Stored records:
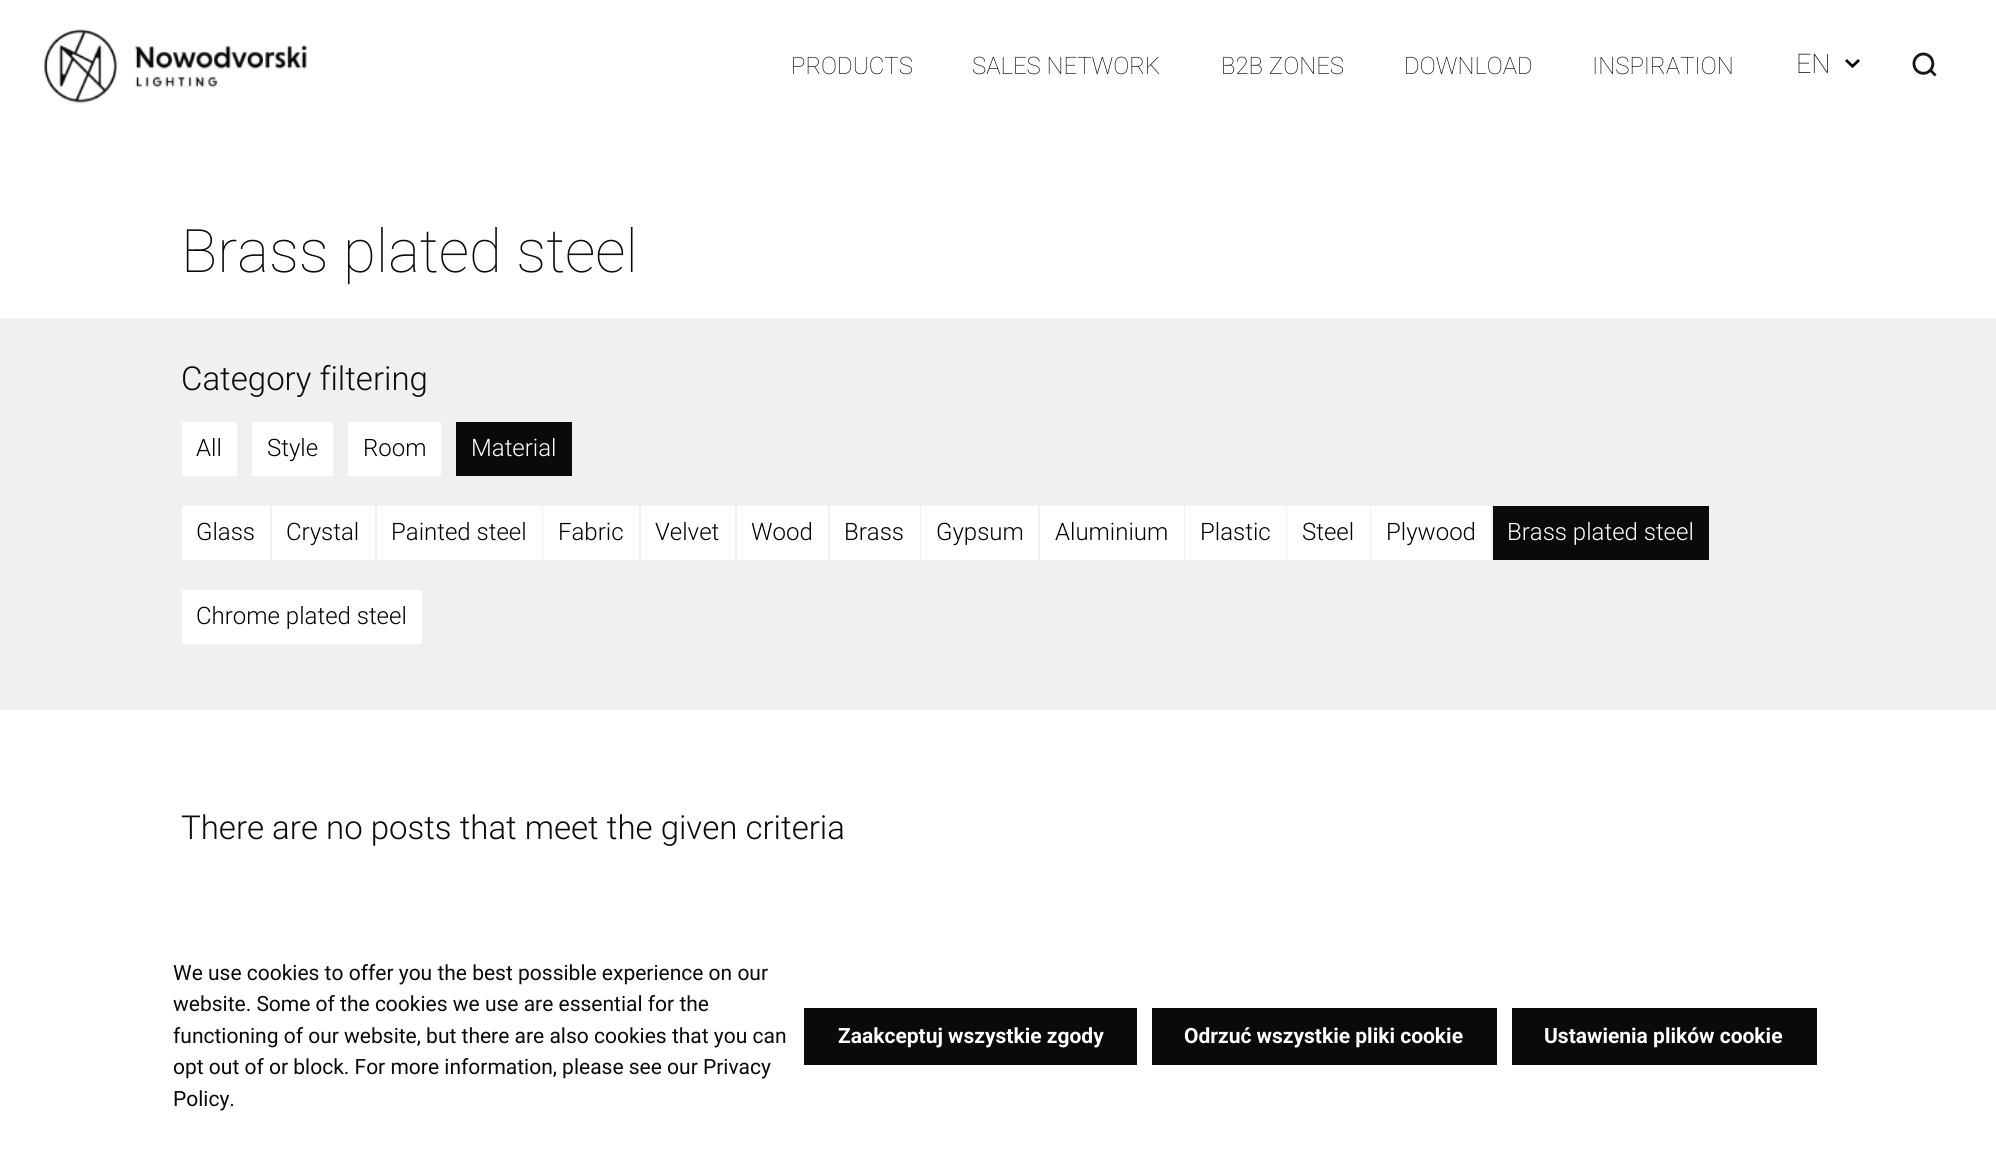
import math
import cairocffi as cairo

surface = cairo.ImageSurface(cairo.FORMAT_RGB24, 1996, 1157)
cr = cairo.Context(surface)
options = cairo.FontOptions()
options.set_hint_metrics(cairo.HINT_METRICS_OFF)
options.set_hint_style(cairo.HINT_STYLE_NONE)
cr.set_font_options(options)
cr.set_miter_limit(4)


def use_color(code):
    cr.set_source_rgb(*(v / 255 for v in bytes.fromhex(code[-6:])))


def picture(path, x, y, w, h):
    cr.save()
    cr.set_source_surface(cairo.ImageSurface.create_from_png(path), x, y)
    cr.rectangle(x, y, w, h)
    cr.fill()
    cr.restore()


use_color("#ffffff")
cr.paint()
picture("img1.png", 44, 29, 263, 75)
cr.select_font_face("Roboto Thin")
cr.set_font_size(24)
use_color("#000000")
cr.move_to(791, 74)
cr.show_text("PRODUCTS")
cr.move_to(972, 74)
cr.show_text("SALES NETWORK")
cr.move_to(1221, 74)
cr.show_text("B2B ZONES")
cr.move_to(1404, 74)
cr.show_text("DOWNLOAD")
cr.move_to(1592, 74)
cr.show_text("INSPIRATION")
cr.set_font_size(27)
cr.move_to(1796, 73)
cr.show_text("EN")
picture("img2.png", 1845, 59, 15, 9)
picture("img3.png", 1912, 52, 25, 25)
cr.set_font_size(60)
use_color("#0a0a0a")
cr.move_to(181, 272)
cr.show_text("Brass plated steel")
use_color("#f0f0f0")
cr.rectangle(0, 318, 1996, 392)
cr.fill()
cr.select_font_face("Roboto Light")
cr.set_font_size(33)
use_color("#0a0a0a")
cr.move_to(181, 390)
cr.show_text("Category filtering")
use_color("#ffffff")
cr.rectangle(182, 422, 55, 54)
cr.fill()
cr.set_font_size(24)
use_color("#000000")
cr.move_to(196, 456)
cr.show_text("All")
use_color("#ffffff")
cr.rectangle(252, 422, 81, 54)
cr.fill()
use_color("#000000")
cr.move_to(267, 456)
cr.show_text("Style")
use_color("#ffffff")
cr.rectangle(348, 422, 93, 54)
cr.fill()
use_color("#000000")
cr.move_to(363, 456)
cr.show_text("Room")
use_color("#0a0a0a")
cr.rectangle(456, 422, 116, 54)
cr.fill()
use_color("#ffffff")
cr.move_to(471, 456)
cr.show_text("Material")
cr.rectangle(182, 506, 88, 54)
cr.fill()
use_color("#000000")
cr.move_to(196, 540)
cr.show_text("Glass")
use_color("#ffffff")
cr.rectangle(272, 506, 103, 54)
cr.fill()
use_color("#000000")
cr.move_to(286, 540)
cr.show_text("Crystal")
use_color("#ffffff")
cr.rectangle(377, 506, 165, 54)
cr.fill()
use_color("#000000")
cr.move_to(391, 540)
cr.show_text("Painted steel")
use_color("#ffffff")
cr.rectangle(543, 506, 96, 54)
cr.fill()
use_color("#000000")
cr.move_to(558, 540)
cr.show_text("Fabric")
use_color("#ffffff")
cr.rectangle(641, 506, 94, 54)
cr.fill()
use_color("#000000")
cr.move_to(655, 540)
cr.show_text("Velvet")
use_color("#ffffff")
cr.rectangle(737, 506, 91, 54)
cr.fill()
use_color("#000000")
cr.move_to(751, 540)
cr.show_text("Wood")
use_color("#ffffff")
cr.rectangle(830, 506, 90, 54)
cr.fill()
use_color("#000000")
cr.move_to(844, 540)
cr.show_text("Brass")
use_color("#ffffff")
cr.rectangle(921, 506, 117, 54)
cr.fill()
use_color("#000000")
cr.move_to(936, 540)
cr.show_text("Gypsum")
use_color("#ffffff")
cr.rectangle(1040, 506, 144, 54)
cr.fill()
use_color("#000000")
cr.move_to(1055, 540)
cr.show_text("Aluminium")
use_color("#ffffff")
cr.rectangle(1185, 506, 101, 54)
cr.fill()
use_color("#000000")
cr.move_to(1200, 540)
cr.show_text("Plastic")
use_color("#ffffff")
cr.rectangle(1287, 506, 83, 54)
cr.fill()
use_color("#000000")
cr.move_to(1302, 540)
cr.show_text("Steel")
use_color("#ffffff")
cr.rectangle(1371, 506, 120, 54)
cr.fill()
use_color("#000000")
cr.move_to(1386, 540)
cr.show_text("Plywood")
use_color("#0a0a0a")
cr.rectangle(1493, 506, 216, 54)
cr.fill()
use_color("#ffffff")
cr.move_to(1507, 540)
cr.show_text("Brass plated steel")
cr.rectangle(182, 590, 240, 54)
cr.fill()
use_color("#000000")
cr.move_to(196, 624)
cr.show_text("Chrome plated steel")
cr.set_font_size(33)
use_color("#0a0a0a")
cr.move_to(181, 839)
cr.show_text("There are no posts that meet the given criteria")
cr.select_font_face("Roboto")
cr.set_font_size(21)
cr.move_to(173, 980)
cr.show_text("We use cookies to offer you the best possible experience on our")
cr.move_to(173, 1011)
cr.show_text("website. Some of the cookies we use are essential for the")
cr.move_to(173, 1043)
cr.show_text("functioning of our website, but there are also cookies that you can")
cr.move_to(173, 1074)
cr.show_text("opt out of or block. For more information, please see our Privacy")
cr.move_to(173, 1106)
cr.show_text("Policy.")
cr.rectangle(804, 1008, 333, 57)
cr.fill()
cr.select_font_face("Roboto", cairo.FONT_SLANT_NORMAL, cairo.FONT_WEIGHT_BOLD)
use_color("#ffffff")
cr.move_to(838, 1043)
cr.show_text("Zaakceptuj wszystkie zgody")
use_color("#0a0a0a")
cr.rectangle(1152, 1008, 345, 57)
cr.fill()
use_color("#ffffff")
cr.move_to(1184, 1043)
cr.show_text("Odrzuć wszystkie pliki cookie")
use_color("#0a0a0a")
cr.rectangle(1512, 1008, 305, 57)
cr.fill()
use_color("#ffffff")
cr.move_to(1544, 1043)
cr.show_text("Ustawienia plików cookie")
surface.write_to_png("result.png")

---

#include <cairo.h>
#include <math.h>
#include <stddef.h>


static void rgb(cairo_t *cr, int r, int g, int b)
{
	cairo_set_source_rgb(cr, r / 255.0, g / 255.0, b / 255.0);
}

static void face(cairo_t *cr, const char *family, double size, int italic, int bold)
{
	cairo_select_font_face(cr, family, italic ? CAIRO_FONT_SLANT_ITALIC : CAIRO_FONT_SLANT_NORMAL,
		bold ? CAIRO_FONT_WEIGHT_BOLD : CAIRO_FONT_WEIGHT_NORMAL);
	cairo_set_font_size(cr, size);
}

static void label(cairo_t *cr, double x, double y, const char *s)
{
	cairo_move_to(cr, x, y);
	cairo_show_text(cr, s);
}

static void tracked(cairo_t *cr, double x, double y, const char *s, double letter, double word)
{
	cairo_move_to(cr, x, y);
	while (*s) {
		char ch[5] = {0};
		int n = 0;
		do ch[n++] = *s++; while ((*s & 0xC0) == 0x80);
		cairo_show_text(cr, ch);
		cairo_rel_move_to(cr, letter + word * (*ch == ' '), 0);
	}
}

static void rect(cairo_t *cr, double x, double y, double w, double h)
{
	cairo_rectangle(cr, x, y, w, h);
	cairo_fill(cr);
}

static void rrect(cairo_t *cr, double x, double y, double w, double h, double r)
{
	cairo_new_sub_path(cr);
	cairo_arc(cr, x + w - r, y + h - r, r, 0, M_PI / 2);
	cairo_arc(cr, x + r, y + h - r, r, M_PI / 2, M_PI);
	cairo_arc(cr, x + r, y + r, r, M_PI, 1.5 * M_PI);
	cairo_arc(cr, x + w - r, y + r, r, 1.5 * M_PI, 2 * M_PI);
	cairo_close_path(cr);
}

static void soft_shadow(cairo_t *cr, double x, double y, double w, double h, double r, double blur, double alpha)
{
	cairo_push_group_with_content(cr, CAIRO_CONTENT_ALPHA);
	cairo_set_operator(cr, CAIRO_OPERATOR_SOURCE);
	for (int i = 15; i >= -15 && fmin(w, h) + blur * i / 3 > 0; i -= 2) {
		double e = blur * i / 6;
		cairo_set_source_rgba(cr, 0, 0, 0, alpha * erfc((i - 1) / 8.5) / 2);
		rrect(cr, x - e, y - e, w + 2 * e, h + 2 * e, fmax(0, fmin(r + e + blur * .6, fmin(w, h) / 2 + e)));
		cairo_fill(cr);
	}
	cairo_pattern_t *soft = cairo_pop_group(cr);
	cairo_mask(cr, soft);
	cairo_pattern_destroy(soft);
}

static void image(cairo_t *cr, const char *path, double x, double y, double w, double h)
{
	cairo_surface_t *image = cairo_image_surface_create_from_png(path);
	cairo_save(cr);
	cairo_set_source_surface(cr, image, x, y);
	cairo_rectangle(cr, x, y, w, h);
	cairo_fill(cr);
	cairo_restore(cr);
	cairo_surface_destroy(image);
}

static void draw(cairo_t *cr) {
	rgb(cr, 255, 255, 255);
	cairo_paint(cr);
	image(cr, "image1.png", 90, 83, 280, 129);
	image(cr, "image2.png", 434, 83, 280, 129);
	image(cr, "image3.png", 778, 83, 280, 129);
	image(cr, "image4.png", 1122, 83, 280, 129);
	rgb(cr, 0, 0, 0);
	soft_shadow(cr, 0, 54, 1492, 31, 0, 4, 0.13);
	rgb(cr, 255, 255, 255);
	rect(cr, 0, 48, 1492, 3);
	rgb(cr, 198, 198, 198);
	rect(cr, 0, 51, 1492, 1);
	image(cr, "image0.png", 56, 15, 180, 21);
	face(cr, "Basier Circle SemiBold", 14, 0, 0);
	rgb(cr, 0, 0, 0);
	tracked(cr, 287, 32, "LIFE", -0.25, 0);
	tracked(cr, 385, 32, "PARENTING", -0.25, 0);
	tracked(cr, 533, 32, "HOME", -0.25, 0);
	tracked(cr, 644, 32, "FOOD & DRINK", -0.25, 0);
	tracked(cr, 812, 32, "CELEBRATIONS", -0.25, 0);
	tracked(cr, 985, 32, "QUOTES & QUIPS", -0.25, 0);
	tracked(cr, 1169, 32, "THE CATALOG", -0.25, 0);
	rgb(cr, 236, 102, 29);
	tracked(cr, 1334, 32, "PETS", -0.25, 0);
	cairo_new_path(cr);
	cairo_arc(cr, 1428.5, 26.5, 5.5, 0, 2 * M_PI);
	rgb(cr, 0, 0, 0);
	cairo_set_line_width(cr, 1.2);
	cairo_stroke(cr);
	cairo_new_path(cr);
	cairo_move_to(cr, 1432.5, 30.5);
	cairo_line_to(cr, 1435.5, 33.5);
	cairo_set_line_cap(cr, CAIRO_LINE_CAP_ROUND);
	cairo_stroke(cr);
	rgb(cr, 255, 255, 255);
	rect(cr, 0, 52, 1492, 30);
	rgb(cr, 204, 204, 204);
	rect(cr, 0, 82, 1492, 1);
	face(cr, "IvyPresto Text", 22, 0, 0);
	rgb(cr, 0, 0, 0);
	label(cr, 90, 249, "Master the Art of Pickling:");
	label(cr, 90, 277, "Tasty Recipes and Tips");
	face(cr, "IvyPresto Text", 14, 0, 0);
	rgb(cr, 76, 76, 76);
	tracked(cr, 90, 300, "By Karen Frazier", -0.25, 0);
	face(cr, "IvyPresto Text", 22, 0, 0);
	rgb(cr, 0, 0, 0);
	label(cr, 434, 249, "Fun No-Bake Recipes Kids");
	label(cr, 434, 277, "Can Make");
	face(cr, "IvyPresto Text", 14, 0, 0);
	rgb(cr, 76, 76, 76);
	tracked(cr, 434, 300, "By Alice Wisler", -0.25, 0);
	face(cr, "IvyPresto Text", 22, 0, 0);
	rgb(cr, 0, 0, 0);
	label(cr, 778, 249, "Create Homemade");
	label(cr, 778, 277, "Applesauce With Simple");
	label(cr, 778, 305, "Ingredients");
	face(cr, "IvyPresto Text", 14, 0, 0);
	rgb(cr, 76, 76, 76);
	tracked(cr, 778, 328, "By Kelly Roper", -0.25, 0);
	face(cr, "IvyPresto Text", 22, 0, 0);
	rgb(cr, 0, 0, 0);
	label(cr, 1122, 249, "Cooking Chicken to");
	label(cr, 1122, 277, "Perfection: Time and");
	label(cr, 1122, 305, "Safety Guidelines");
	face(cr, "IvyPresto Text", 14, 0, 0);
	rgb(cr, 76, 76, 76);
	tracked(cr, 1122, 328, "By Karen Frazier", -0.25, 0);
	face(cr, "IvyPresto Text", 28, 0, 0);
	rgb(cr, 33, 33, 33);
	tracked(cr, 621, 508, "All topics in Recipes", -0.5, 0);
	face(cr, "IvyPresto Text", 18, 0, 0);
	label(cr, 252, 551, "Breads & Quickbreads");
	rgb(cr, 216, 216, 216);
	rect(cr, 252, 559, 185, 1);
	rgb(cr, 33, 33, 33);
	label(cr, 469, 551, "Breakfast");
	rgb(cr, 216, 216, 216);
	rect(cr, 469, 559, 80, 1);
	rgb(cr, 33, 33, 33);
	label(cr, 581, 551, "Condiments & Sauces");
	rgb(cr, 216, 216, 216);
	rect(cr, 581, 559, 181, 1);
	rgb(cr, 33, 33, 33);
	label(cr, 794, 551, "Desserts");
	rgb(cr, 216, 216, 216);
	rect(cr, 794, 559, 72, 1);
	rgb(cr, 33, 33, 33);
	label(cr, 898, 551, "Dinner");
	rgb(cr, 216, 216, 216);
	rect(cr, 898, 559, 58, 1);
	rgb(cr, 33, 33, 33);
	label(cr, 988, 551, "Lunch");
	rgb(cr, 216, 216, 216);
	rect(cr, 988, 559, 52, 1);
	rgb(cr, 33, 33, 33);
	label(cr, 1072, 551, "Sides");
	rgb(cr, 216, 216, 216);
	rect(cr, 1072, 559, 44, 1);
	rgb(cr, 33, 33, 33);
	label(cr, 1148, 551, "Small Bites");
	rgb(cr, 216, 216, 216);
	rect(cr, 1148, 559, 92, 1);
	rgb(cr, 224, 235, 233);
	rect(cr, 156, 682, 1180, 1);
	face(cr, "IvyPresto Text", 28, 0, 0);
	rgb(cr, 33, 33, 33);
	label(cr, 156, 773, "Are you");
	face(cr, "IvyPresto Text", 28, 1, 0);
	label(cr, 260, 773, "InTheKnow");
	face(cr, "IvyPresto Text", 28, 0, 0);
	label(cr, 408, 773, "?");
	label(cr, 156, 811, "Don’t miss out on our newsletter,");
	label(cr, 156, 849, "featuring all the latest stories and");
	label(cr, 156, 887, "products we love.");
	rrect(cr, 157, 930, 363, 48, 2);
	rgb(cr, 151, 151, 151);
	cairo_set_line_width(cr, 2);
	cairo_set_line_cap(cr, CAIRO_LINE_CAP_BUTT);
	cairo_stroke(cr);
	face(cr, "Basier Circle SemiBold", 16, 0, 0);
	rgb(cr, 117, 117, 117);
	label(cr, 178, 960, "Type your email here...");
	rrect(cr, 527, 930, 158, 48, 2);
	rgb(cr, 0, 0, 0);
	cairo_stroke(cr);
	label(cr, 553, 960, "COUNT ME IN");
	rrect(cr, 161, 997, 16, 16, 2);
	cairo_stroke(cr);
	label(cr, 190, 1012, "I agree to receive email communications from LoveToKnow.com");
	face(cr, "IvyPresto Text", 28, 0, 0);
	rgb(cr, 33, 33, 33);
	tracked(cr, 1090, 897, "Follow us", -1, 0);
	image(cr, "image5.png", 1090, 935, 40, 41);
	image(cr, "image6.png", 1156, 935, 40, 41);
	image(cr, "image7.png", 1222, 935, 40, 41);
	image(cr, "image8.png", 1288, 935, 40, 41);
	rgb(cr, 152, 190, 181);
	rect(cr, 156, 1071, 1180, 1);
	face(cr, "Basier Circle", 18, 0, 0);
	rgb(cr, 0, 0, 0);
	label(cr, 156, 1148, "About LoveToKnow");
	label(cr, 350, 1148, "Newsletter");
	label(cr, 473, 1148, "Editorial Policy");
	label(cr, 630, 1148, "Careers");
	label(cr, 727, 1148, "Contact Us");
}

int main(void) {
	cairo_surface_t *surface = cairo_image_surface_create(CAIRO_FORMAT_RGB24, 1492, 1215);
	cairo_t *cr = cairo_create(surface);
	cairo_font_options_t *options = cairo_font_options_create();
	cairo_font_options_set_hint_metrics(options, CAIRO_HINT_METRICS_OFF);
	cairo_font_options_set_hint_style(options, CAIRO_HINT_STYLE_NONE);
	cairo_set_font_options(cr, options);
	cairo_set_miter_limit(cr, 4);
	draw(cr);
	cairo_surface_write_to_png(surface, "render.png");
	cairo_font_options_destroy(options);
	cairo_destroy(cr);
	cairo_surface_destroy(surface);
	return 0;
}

§ Instructions for the task
Set down only the lines above that fall between the line holding "import math" and the line holding "cr.restore()", inclusive, keeping each exact.

§ Written solution
import math
import cairocffi as cairo

surface = cairo.ImageSurface(cairo.FORMAT_RGB24, 1996, 1157)
cr = cairo.Context(surface)
options = cairo.FontOptions()
options.set_hint_metrics(cairo.HINT_METRICS_OFF)
options.set_hint_style(cairo.HINT_STYLE_NONE)
cr.set_font_options(options)
cr.set_miter_limit(4)


def use_color(code):
    cr.set_source_rgb(*(v / 255 for v in bytes.fromhex(code[-6:])))


def picture(path, x, y, w, h):
    cr.save()
    cr.set_source_surface(cairo.ImageSurface.create_from_png(path), x, y)
    cr.rectangle(x, y, w, h)
    cr.fill()
    cr.restore()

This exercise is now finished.